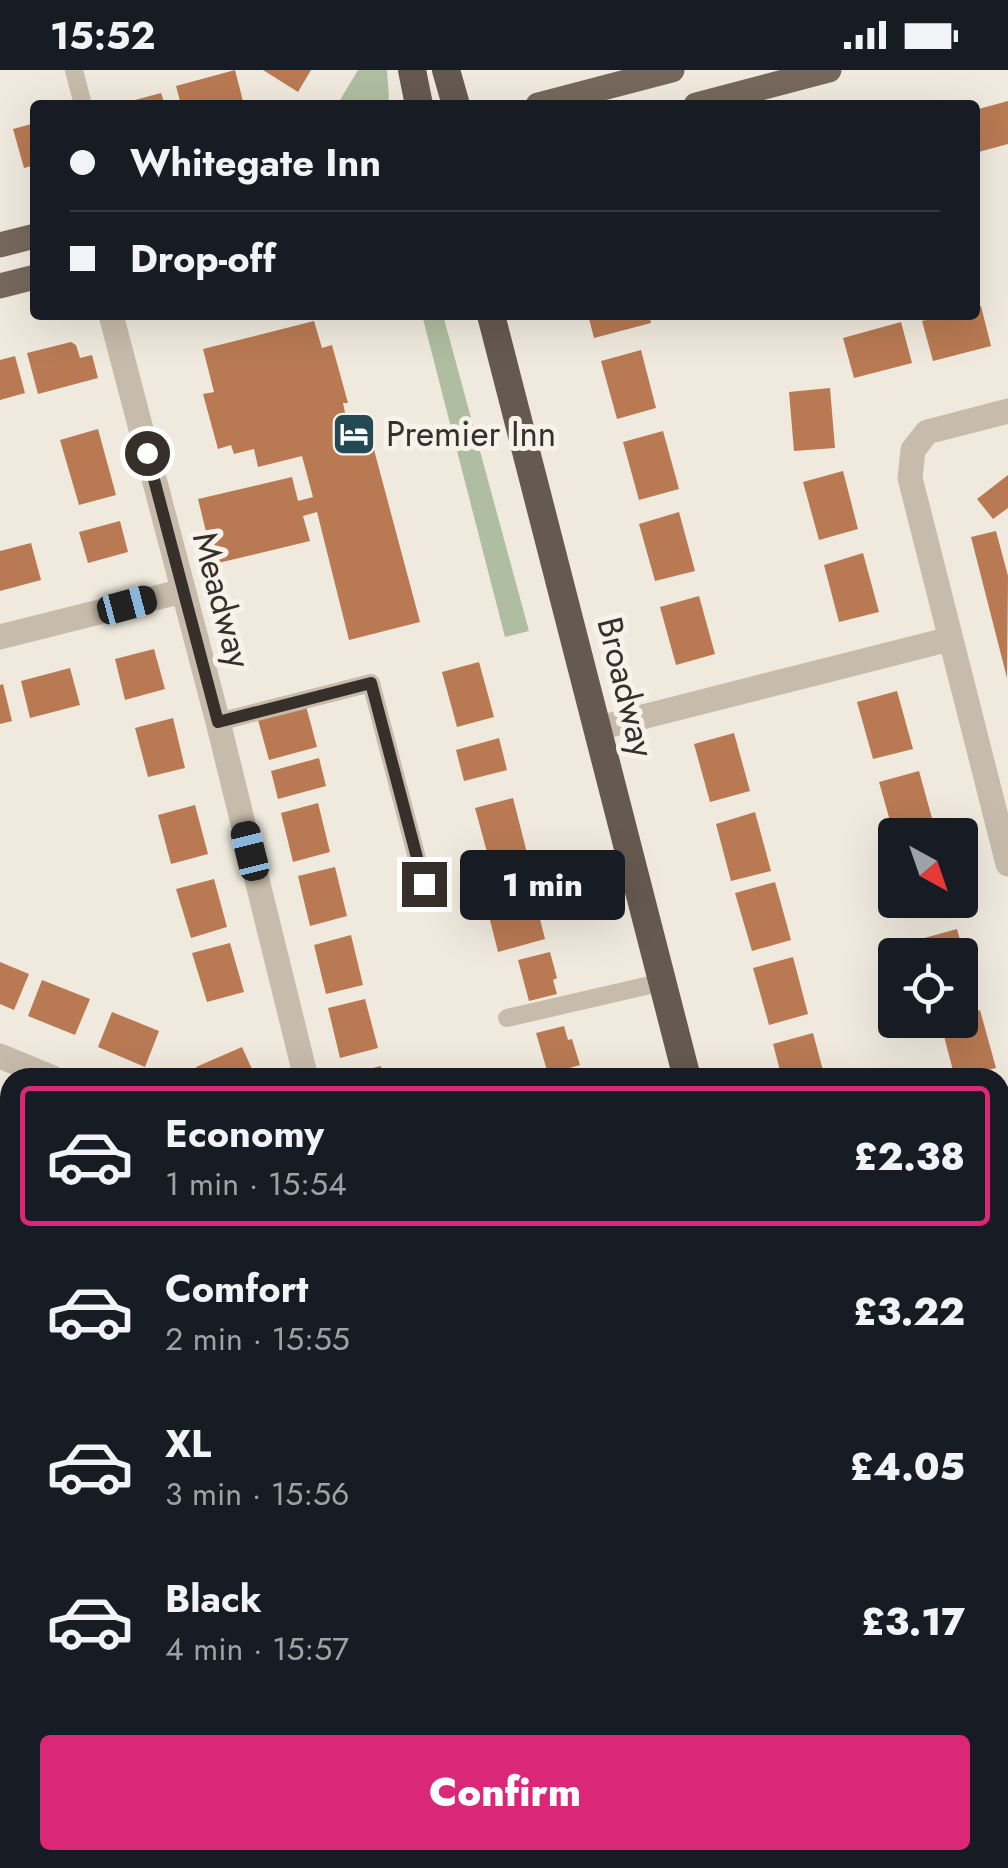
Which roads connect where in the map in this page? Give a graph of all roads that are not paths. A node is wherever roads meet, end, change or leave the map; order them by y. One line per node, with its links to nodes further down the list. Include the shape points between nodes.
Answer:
※ ※ ※
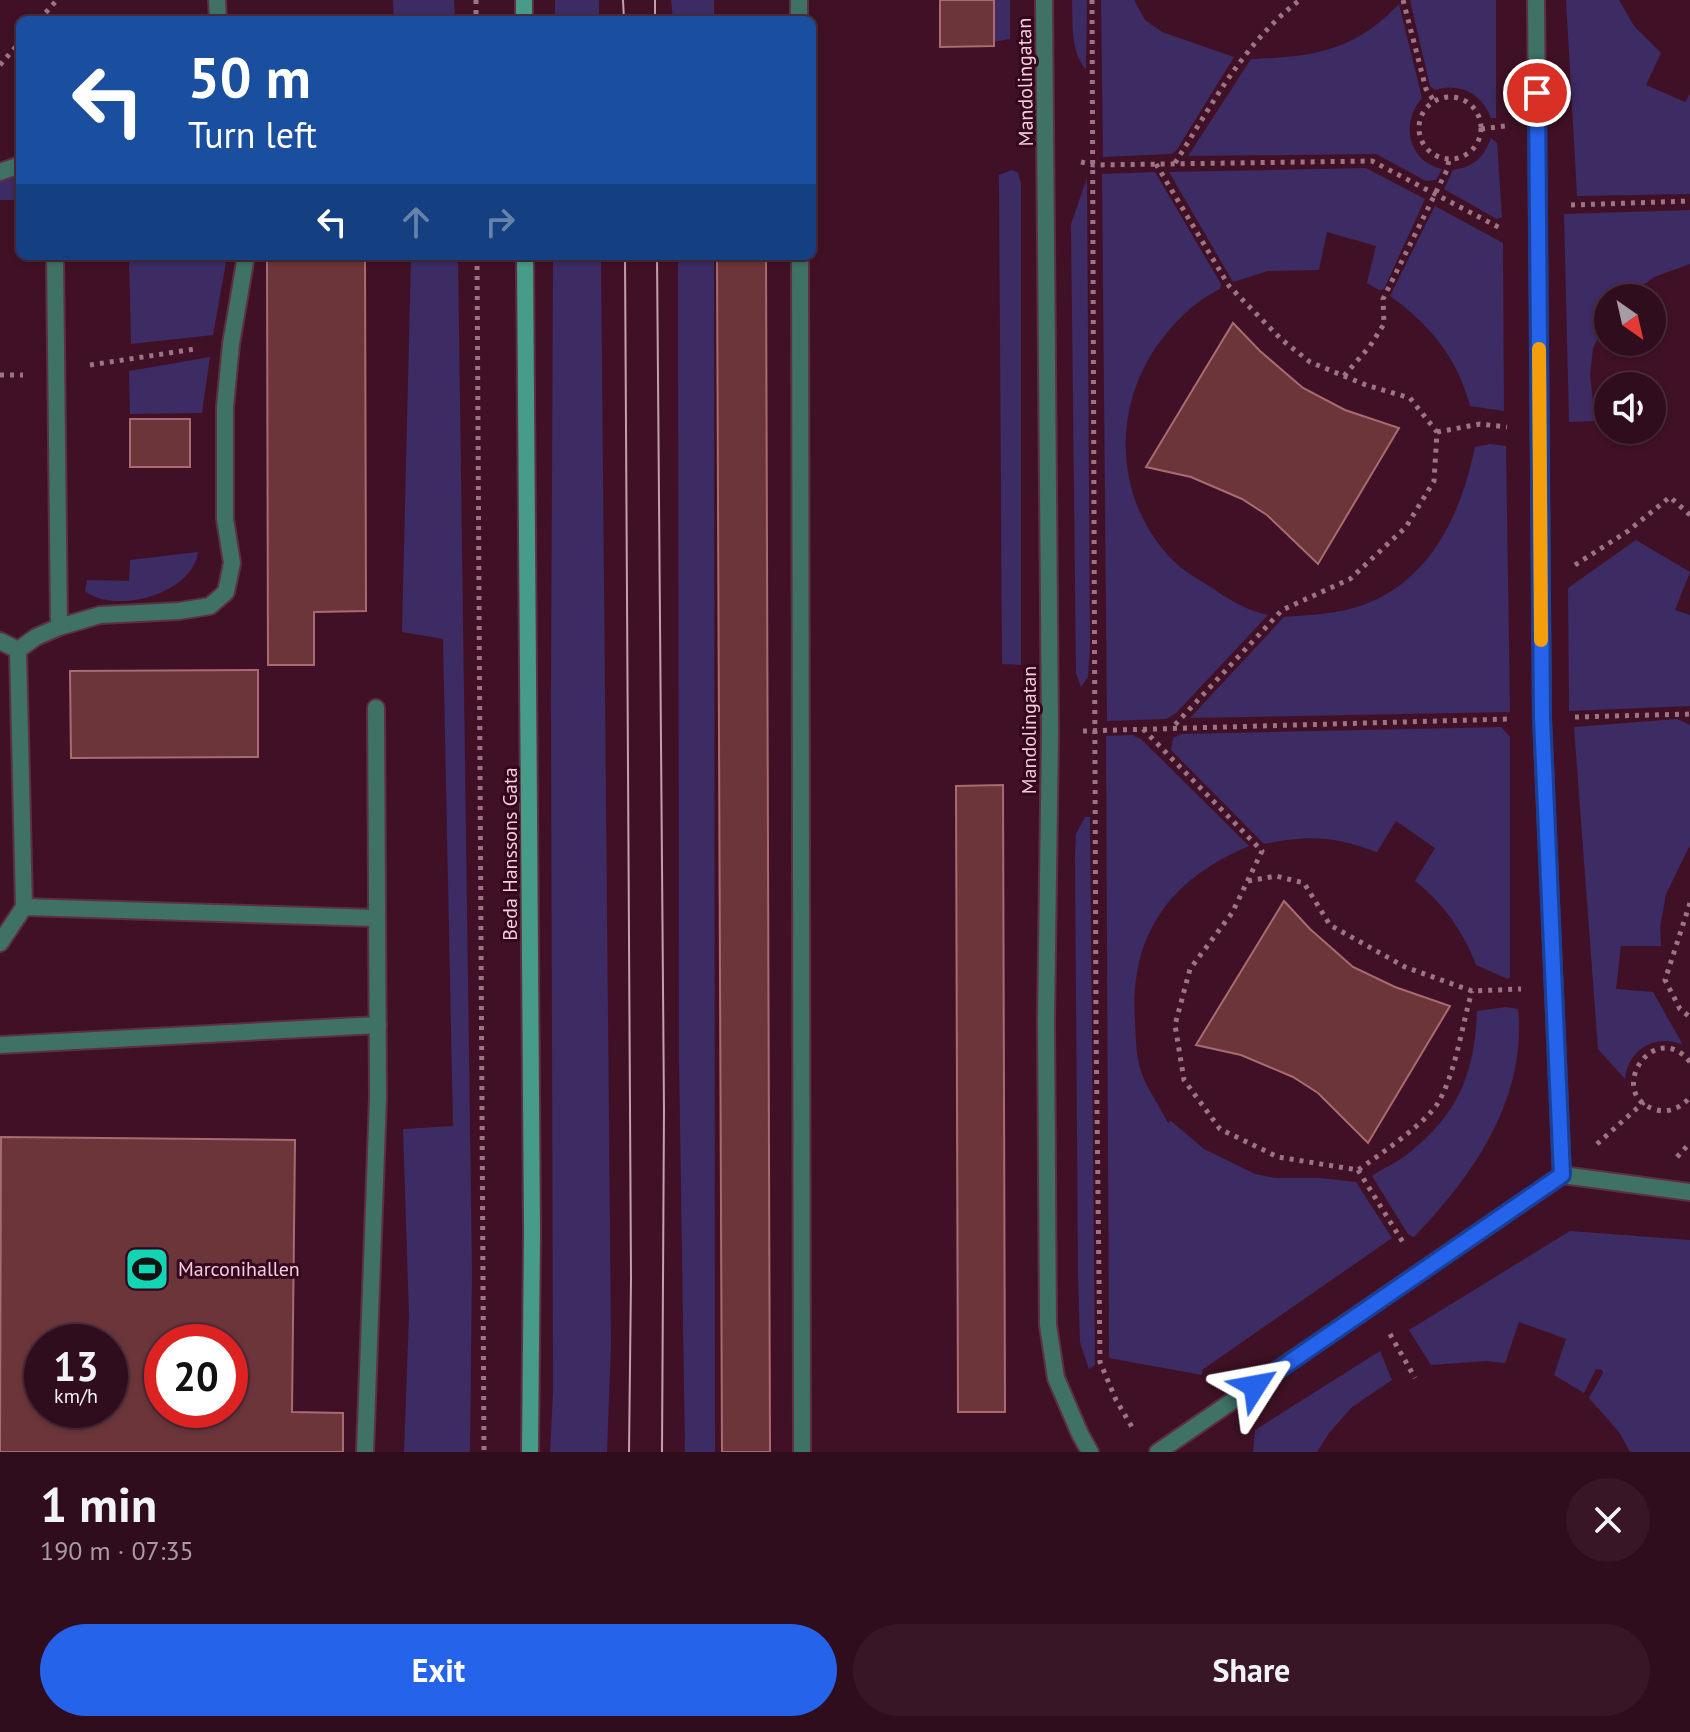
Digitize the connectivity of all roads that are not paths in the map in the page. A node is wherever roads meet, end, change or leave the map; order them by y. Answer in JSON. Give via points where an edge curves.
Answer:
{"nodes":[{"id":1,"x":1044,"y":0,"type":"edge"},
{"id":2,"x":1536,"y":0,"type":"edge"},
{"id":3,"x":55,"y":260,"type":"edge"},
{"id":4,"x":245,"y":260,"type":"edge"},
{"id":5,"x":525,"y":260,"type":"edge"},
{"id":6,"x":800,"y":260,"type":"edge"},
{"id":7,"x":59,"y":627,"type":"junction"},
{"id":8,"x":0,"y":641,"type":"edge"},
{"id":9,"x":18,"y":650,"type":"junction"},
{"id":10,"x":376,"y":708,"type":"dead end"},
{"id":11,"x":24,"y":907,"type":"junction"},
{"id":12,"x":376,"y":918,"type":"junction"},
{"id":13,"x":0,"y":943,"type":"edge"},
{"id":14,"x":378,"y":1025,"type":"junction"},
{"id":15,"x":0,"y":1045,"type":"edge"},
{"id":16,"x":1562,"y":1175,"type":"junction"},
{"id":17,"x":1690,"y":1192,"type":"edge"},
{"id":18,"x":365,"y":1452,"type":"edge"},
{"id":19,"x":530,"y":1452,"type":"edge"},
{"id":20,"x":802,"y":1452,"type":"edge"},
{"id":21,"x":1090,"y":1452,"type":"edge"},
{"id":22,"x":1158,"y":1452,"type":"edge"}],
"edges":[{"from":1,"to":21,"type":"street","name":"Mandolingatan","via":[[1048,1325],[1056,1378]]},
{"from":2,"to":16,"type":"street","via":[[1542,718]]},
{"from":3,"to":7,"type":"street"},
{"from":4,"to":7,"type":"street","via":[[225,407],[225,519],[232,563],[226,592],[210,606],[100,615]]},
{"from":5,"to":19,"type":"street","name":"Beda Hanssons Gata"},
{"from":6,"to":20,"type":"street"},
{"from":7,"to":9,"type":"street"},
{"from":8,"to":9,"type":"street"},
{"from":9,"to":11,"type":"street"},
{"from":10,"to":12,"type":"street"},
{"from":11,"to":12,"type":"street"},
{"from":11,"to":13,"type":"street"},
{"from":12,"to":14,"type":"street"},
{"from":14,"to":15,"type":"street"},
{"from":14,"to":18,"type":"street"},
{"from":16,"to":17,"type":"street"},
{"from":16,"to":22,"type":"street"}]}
※ ※ ※
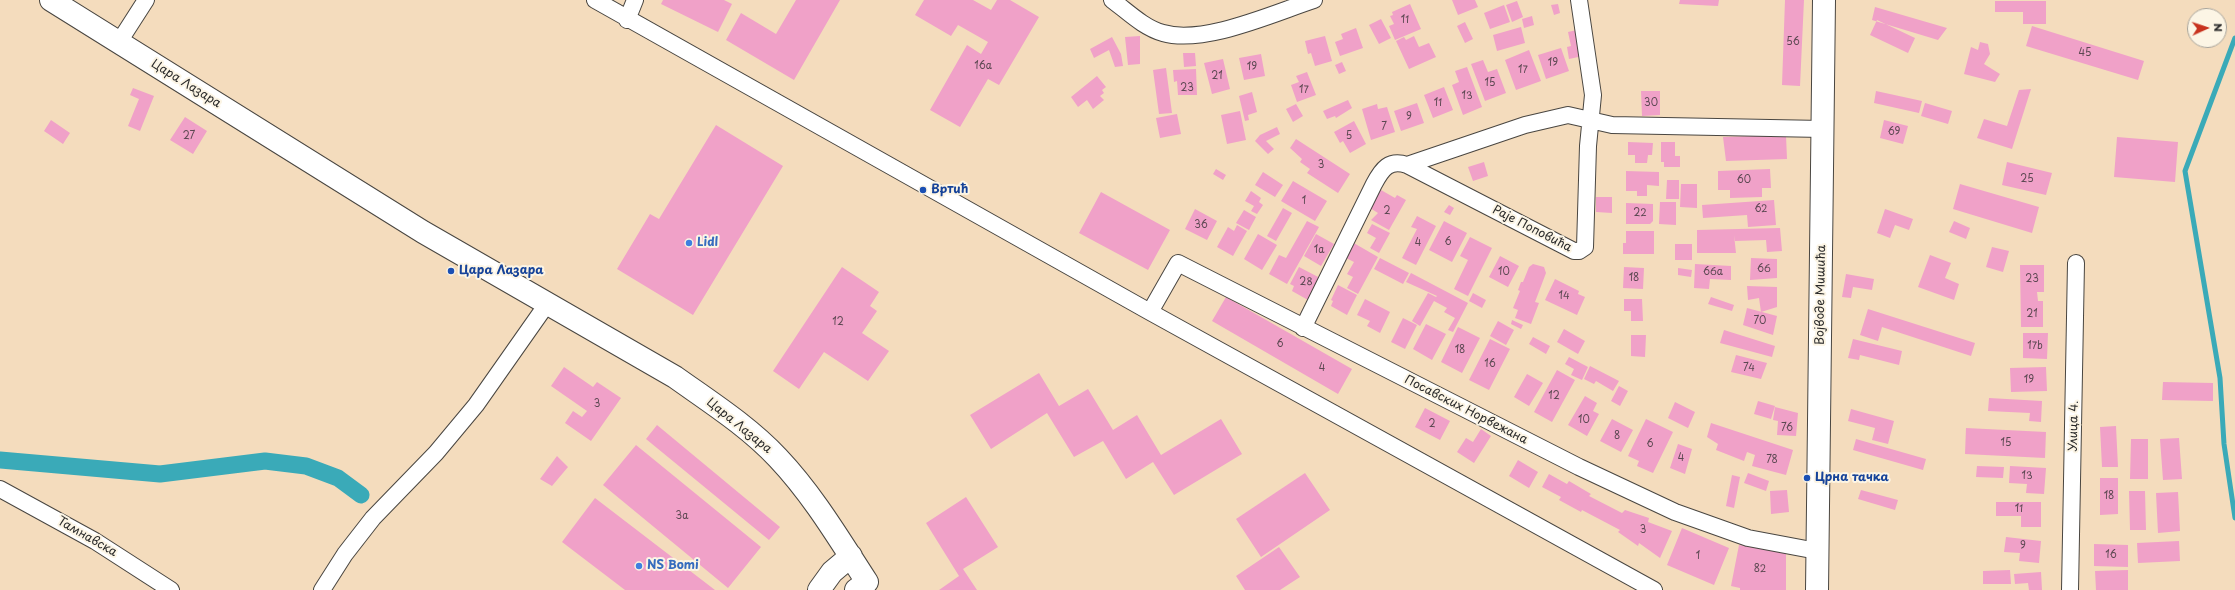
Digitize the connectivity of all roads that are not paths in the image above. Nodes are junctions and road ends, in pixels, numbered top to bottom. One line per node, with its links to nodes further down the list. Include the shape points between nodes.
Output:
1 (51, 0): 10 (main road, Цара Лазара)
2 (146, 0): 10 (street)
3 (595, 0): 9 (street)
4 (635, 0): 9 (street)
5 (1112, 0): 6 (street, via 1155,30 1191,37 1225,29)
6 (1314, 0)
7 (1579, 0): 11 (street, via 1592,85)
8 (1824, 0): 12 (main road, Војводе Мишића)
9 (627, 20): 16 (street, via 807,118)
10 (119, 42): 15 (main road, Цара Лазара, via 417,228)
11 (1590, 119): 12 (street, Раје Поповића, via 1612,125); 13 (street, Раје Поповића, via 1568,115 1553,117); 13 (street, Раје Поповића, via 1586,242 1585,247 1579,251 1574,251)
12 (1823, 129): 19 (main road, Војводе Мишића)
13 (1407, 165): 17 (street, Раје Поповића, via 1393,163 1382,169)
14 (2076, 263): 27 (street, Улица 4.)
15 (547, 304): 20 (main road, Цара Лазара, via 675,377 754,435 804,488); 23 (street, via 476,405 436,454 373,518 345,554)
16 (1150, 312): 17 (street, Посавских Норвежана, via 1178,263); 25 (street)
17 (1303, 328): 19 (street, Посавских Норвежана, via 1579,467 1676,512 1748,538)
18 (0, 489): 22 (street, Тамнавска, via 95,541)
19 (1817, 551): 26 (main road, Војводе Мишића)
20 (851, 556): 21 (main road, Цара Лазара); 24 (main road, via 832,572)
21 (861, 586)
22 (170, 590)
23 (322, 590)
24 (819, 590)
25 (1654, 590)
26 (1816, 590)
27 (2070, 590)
※ ※ ※
▸ **WORK TO COMPLETE**
Where in the records does the word "further" appear? Copy each line that holds it.

▸ **SOLUTION FOR THIS PROBLEM**
Which roads connect where in the map in this page? Give a graph of all roads that are not paths. A node is wherever roads meet, end, change or leave the map; order them by y. One line per node, with its links to nodes further down the list. Include the shape points between nodes.
Digitize the connectivity of all roads that are not paths in the image above. Nodes are junctions and road ends, in pixels, numbered top to bottom. One line per node, with its links to nodes further down the list. Include the shape points between nodes.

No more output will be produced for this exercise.